SYNOPSIS:
David Williams wants nothing more than to give his wife Alice the perfect life. Working as a film archivist, the young, pregnant couple finally save enough to buy their first home. Residing on the picturesque, Irish Canal it seems as though their prayers have finally been answered. An eerie coincidence unfolds at David’s office one day to threaten it all. In the screening room, he views a silent film from 1902 documenting an unsolved murder. Even more bizarre is the scene of the crime, the Williams new home. Will David be able to come to grips with their dream home being the sight of such grisly turmoil or will he become completely undone before The Canal?
REVIEW:
Ivan Kavanagh’s The Canal (2014) is the most frightening film that I have seen since Greg Mclean’s Wolf Creek (2005). It is also one of the creepiest, most brilliantly photographed and edited psychological studies of recent memory, creating an overwhelming feeling of dread and constantly keeping the audience on its guard. I rarely get goosebumps, the hairs on the back of my neck generally don’t stand up, and I hardly, if ever, jump in my seat. The Canal, which screened this weekend at the 2014 Tribeca Film Festival, made me experience all three of these. Any film that does just one of these three things would command my respect; The Canal had me watching the end credits in reverential awe and silence, holding my breath until the final sounds on the soundtrack ended abruptly. Some of the film recalls The Shining (1980) and The Ring (2005) in terms of imagery and mood while boasting a brilliantly effective and frightening score by veteran composer Ceiri Torjussen.
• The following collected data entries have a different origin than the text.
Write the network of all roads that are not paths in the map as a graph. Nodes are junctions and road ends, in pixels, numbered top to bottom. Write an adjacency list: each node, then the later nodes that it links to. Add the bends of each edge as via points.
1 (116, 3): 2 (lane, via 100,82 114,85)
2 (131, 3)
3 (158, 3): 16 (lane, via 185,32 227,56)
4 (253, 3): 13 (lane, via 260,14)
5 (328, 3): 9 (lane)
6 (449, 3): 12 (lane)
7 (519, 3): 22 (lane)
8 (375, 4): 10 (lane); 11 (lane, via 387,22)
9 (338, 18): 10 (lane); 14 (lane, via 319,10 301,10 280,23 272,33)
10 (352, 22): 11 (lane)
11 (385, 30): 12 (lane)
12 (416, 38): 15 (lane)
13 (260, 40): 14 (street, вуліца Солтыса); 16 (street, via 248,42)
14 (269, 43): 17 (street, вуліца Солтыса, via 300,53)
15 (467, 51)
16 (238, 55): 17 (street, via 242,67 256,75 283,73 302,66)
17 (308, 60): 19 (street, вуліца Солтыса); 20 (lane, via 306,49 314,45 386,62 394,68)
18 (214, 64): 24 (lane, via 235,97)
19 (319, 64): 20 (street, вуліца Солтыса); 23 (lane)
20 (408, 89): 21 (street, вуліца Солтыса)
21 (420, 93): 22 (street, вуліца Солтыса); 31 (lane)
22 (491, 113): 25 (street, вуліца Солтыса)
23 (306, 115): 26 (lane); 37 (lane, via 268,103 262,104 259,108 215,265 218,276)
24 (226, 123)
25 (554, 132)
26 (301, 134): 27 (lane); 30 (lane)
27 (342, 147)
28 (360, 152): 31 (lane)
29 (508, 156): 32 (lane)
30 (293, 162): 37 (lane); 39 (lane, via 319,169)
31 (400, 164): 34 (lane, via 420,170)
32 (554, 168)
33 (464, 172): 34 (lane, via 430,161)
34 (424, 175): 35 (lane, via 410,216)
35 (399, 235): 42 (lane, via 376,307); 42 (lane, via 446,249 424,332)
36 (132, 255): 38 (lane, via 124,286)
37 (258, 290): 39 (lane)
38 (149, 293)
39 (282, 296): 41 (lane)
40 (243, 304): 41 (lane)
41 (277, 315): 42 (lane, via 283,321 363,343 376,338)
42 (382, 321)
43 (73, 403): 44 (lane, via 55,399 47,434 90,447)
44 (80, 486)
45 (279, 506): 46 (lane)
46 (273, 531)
David (Rupert Evans) is a film archivist who appears to have a wonderful home life. But as we learned in Eden Lake (2008), the appearance of normalcy at the start of the film will soon give way to murder and mayhem. David and his very obviously expectant wife Alice (Hannah Hoekstra) visit a prospective house to settle in as a family.
As Alice inspects the house, David sees what appears to be someone walking through the first floor. Perplexed, he swears that he saw someone. Five years later, their lives seem settled with the addition of their young son Billy (Calum Heath). David’s wife Alice keeps telling him she loves him just before they leave for work or following robotic sex. We begin to wonder if she is trying to convince herself more of it than David. At a dinner party, Alice rushes off to speak with a client, Alex (Carl Shabaan), but David notices Alex caress Alice’s arm in an act that indicates that they are intimate and probably have been for a while. She returns to dance with David, and we see the estrangement on their faces.
At work, David’s work partner Claire (Antonia Campbell-Hughes) tells him that new footage has come in and needs to be viewed for archiving. He is shocked to learn that it is footage of a 1902 crime scene that took place inside the bedroom that he and his wife now occupy. This sets into motion some of the most frightening and nightmarish imagery I have ever seen in a film.
As The Canal progresses, David starts to become unhinged. When his wife prepares to go to work, David pleads with her to come straight him and she promises to. After work, David follows her as she and Alex, their affair now obviously confirmed, walk to Alex’s house which is opposite a canal. David follows them from a distance, and catches them in the midst of sexual passion, leaving him feeling betrayed. He stumbles into the worst cinematic toilet seen since Danny Boyle’s Trainspotting (1996) and begins to see flashes of the murder that occurred well over 100 years ago. Like the best ghost stories, The Canal presents us with images that give us pause to determine if they are real or are just happening in the mind of the protagonist.
When David’s wife goes missing, he contacts the police and tries desperately to locate her. The lead officer on the case (Steve Oram) immediately suspects David killed her and asks him straight out; David is bewildered by the inquiry. His son Billy is too young to understand the concepts of disappearance and death; his nanny Sophie (Kelly Byrne) is concerned for Billy’s welfare but is afraid for her own safety and as David becomes more and more frenetic she feels the need to leave.
The film is beset in imagery that references pregnancy and childbirth; water plays a big factor, as does duality. The references in The Canal are two-fold – there is the canal where David’s wife’s body is found, and the birth canal is referenced in a scene of unnerving horror. The Canal is a visceral, gripping film experience, one to be experienced theatrically.